Assignment
Write every entry out again, unchanged.

Exercise material
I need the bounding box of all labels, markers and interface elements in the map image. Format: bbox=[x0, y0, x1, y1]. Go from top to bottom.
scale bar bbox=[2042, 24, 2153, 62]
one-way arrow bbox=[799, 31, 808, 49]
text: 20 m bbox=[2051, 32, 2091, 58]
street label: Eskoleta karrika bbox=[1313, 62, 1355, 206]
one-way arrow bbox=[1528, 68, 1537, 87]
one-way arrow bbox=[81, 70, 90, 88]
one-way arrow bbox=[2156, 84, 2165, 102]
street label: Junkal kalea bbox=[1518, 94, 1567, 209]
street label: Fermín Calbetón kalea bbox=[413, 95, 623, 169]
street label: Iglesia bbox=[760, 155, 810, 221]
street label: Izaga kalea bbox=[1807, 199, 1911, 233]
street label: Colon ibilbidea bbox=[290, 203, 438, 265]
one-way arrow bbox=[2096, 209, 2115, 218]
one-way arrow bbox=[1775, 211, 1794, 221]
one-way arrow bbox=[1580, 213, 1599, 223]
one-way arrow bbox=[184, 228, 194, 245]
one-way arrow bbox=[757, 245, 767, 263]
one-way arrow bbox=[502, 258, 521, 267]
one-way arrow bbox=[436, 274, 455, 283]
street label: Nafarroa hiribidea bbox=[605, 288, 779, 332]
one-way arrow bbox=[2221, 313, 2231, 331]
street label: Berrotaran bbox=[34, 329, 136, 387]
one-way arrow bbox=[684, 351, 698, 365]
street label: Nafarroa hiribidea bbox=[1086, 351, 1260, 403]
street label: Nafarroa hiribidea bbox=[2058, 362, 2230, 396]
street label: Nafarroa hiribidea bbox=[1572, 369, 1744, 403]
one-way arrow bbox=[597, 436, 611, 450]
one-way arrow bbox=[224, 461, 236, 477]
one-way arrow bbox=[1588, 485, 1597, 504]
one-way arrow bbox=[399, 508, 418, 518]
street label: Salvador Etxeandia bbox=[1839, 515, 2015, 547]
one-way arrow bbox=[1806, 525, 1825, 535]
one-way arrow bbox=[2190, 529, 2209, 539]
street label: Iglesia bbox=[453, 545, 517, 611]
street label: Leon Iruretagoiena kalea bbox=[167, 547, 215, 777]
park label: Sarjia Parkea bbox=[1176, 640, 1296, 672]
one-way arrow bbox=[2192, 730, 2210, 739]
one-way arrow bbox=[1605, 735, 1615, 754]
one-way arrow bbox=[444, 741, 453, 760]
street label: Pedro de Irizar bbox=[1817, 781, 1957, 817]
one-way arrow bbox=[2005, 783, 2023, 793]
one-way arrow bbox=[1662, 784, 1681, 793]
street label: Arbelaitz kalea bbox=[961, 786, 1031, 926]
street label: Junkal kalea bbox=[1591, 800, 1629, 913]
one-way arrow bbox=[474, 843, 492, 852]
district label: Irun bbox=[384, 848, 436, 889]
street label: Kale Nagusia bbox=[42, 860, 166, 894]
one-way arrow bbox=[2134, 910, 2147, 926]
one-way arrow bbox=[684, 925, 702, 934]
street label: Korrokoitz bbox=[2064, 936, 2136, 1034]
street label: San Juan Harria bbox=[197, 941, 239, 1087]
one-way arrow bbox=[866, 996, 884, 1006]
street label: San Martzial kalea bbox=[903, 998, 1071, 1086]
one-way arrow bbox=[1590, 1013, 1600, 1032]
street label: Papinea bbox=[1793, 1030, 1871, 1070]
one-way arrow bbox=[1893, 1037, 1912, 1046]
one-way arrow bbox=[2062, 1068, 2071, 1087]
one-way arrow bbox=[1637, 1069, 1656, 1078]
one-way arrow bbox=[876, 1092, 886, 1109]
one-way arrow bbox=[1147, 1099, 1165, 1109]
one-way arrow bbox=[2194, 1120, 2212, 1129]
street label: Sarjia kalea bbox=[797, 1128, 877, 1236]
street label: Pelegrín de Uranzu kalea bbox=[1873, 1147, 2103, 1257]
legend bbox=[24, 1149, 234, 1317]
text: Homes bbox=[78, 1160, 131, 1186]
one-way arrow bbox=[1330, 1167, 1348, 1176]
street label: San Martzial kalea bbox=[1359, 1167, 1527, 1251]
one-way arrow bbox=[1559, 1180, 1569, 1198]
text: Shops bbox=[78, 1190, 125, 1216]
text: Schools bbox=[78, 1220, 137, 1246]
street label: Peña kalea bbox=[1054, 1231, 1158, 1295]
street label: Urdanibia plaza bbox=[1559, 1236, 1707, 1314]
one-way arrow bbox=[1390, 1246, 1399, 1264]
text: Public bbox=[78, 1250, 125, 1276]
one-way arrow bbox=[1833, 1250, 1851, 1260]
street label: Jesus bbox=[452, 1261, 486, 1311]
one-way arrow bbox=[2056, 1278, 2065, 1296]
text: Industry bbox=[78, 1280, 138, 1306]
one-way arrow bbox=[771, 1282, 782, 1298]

Solution
I need the bounding box of all labels, markers and interface elements in the map image. Format: bbox=[x0, y0, x1, y1]. Go from top to bottom.
scale bar bbox=[2042, 24, 2153, 62]
one-way arrow bbox=[799, 31, 808, 49]
text: 20 m bbox=[2051, 32, 2091, 58]
street label: Eskoleta karrika bbox=[1313, 62, 1355, 206]
one-way arrow bbox=[1528, 68, 1537, 87]
one-way arrow bbox=[81, 70, 90, 88]
one-way arrow bbox=[2156, 84, 2165, 102]
street label: Junkal kalea bbox=[1518, 94, 1567, 209]
street label: Fermín Calbetón kalea bbox=[413, 95, 623, 169]
street label: Iglesia bbox=[760, 155, 810, 221]
street label: Izaga kalea bbox=[1807, 199, 1911, 233]
street label: Colon ibilbidea bbox=[290, 203, 438, 265]
one-way arrow bbox=[2096, 209, 2115, 218]
one-way arrow bbox=[1775, 211, 1794, 221]
one-way arrow bbox=[1580, 213, 1599, 223]
one-way arrow bbox=[184, 228, 194, 245]
one-way arrow bbox=[757, 245, 767, 263]
one-way arrow bbox=[502, 258, 521, 267]
one-way arrow bbox=[436, 274, 455, 283]
street label: Nafarroa hiribidea bbox=[605, 288, 779, 332]
one-way arrow bbox=[2221, 313, 2231, 331]
street label: Berrotaran bbox=[34, 329, 136, 387]
one-way arrow bbox=[684, 351, 698, 365]
street label: Nafarroa hiribidea bbox=[1086, 351, 1260, 403]
street label: Nafarroa hiribidea bbox=[2058, 362, 2230, 396]
street label: Nafarroa hiribidea bbox=[1572, 369, 1744, 403]
one-way arrow bbox=[597, 436, 611, 450]
one-way arrow bbox=[224, 461, 236, 477]
one-way arrow bbox=[1588, 485, 1597, 504]
one-way arrow bbox=[399, 508, 418, 518]
street label: Salvador Etxeandia bbox=[1839, 515, 2015, 547]
one-way arrow bbox=[1806, 525, 1825, 535]
one-way arrow bbox=[2190, 529, 2209, 539]
street label: Iglesia bbox=[453, 545, 517, 611]
street label: Leon Iruretagoiena kalea bbox=[167, 547, 215, 777]
park label: Sarjia Parkea bbox=[1176, 640, 1296, 672]
one-way arrow bbox=[2192, 730, 2210, 739]
one-way arrow bbox=[1605, 735, 1615, 754]
one-way arrow bbox=[444, 741, 453, 760]
street label: Pedro de Irizar bbox=[1817, 781, 1957, 817]
one-way arrow bbox=[2005, 783, 2023, 793]
one-way arrow bbox=[1662, 784, 1681, 793]
street label: Arbelaitz kalea bbox=[961, 786, 1031, 926]
street label: Junkal kalea bbox=[1591, 800, 1629, 913]
one-way arrow bbox=[474, 843, 492, 852]
district label: Irun bbox=[384, 848, 436, 889]
street label: Kale Nagusia bbox=[42, 860, 166, 894]
one-way arrow bbox=[2134, 910, 2147, 926]
one-way arrow bbox=[684, 925, 702, 934]
street label: Korrokoitz bbox=[2064, 936, 2136, 1034]
street label: San Juan Harria bbox=[197, 941, 239, 1087]
one-way arrow bbox=[866, 996, 884, 1006]
street label: San Martzial kalea bbox=[903, 998, 1071, 1086]
one-way arrow bbox=[1590, 1013, 1600, 1032]
street label: Papinea bbox=[1793, 1030, 1871, 1070]
one-way arrow bbox=[1893, 1037, 1912, 1046]
one-way arrow bbox=[2062, 1068, 2071, 1087]
one-way arrow bbox=[1637, 1069, 1656, 1078]
one-way arrow bbox=[876, 1092, 886, 1109]
one-way arrow bbox=[1147, 1099, 1165, 1109]
one-way arrow bbox=[2194, 1120, 2212, 1129]
street label: Sarjia kalea bbox=[797, 1128, 877, 1236]
street label: Pelegrín de Uranzu kalea bbox=[1873, 1147, 2103, 1257]
legend bbox=[24, 1149, 234, 1317]
text: Homes bbox=[78, 1160, 131, 1186]
one-way arrow bbox=[1330, 1167, 1348, 1176]
street label: San Martzial kalea bbox=[1359, 1167, 1527, 1251]
one-way arrow bbox=[1559, 1180, 1569, 1198]
text: Shops bbox=[78, 1190, 125, 1216]
text: Schools bbox=[78, 1220, 137, 1246]
street label: Peña kalea bbox=[1054, 1231, 1158, 1295]
street label: Urdanibia plaza bbox=[1559, 1236, 1707, 1314]
one-way arrow bbox=[1390, 1246, 1399, 1264]
text: Public bbox=[78, 1250, 125, 1276]
one-way arrow bbox=[1833, 1250, 1851, 1260]
street label: Jesus bbox=[452, 1261, 486, 1311]
one-way arrow bbox=[2056, 1278, 2065, 1296]
text: Industry bbox=[78, 1280, 138, 1306]
one-way arrow bbox=[771, 1282, 782, 1298]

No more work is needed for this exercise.